Purpose of review: Allergic rhinitis (AR) is a chronic inflammatory immunoglobulin (Ig) E-mediated disease of the nasal mucosa that can be triggered by the inhalation of seasonal or perennial allergens. Typical symptoms include sneezing, rhinorrhea, nasal itching, nasal congestion and symptoms of allergic conjunctivitis. AR affects a quarter of the population in the United States of America and Europe.

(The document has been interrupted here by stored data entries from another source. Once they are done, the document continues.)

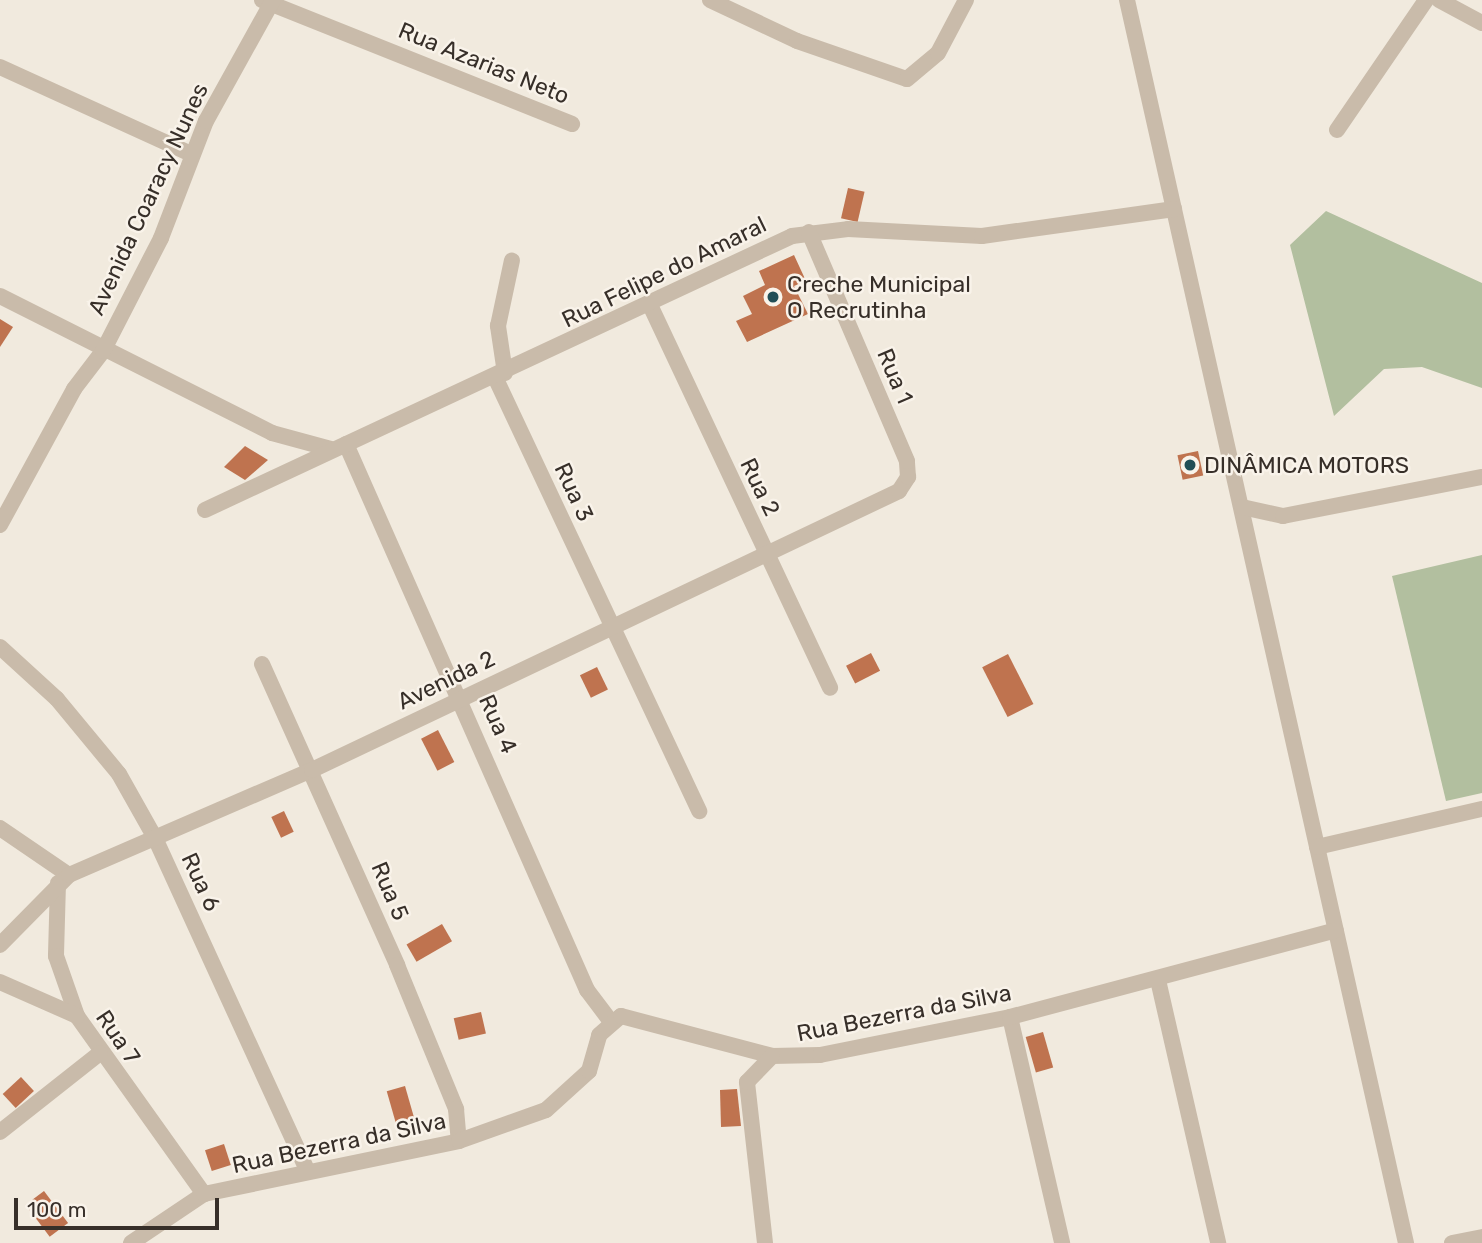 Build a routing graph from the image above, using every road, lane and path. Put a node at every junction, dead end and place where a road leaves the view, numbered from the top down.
1 (710, 0) edge
2 (966, 0) edge
3 (1127, 0) edge
4 (1426, 0) edge
5 (1439, 0) edge
6 (268, 2) edge
7 (1482, 23) edge
8 (0, 67) edge
9 (572, 124) dead end
10 (1337, 130) dead end
11 (191, 154) junction
12 (1174, 209) junction
13 (808, 232) junction
14 (512, 260) dead end
15 (0, 296) edge
16 (650, 305) junction
17 (103, 351) junction
18 (500, 375) junction
19 (339, 447) junction
20 (906, 461) joint
21 (1482, 477) edge
22 (0, 485) edge
23 (15, 493) junction
24 (1242, 507) junction
25 (205, 510) dead end
26 (0, 525) edge
27 (765, 552) junction
28 (611, 627) junction
29 (0, 647) edge
30 (262, 664) dead end
31 (830, 688) dead end
32 (461, 697) junction
33 (312, 770) junction
34 (1482, 809) edge
35 (699, 811) dead end
36 (0, 828) edge
37 (155, 838) junction
38 (1317, 847) junction
39 (63, 879) junction
40 (1336, 930) junction
41 (0, 945) edge
42 (1158, 980) junction
43 (0, 982) edge
44 (77, 1016) junction
45 (1010, 1017) junction
46 (616, 1019) junction
47 (100, 1052) junction
48 (772, 1056) junction
49 (0, 1132) edge
50 (459, 1141) junction
51 (308, 1171) junction
52 (204, 1195) junction
53 (1482, 1237) edge
54 (131, 1243) edge
55 (765, 1243) edge
56 (1062, 1243) edge
57 (1219, 1243) edge
58 (1406, 1243) edge
59 (1452, 1243) edge

1 - 2 street
3 - 12 street
4 - 10 street
5 - 7 street
6 - 9 street, Rua Azarias Neto
6 - 11 street, Avenida Coaracy Nunes
8 - 11 street
11 - 17 street, Avenida Coaracy Nunes
12 - 13 street, Rua Felipe do Amaral
12 - 24 street
13 - 16 street, Rua Felipe do Amaral
13 - 20 street, Rua 1
14 - 18 street, Rua 3
15 - 17 street
16 - 18 street, Rua Felipe do Amaral
16 - 27 street, Rua 2
17 - 19 street
17 - 23 street, Avenida Coaracy Nunes
18 - 19 street, Rua Felipe do Amaral
18 - 28 street, Rua 3
19 - 25 street, Rua Felipe do Amaral
19 - 32 street, Rua 4
20 - 27 street, Avenida 2
21 - 24 street
22 - 23 street
23 - 26 street, Avenida Coaracy Nunes
24 - 38 street
27 - 28 street, Avenida 2
27 - 31 street, Rua 2
28 - 32 street, Avenida 2
28 - 35 street, Rua 3
29 - 37 street, Rua 6
30 - 33 street, Rua 5
32 - 33 street, Avenida 2
32 - 46 street, Rua 4
33 - 37 street, Avenida 2
33 - 50 street, Rua 5
34 - 38 street
36 - 39 street
37 - 39 street, Avenida 2
37 - 51 street, Rua 6
38 - 40 street
39 - 41 street, Avenida 2
39 - 44 street, Rua 7
40 - 42 street, Rua Bezerra da Silva
40 - 58 street
42 - 45 street, Rua Bezerra da Silva
42 - 57 street
43 - 44 street
44 - 47 street, Rua 7
45 - 48 street, Rua Bezerra da Silva
45 - 56 street
46 - 48 street, Rua Bezerra da Silva
46 - 50 street, Rua Bezerra da Silva
47 - 49 street
47 - 52 street, Rua 7
48 - 55 street
50 - 51 street, Rua Bezerra da Silva
51 - 52 street, Rua Bezerra da Silva
52 - 54 street, Rua Bezerra da Silva
53 - 59 street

Recent findings: AR has been shown to reduce work productivity in 36-59% of the patients with 20% reporting deteriorated job attendance. Moreover, 42% of children with AR report reduced at-school productivity and lower grades. Most importantly, AR impacts the patient's quality of life, due to sleep deprivation. However, a proportion of patients fails to respond to conventional medication and opts for the allergen immunotherapy (AIT), which currently is the only disease-modifying therapeutic option. AIT can be administered by either subcutaneous (SCIT) or sublingual (SLIT) route. Both routes of administration are safe, effective, and can lead to tolerance lasting years after treatment cessation. Both innate and adaptive immune responses that contribute to allergic inflammation are suppressed by AIT. Innate responses are ameliorated by reducing local mast cell, basophil, eosinophil, and circulating group 2 innate lymphoid cell frequencies which is accompanied by decreased basophil sensitivity. Induction of allergen-specific blocking antibodies, immunosuppressive cytokines, and regulatory T and B cell phenotypes are key pro-tolerogenic adaptive immune responses.
Conclusion: A comprehensive understanding of these mechanisms is necessary for optimal selection of AIT-responsive patients and monitoring treatment efficacy. Moreover, it could inspire novel and more efficient AIT approaches.
Keywords: Allergen immunotherapy; Allergic rhinitis; B cell; Dendritic cells; Innate and adaptive immune response; Innate lymphoid cells; T cells.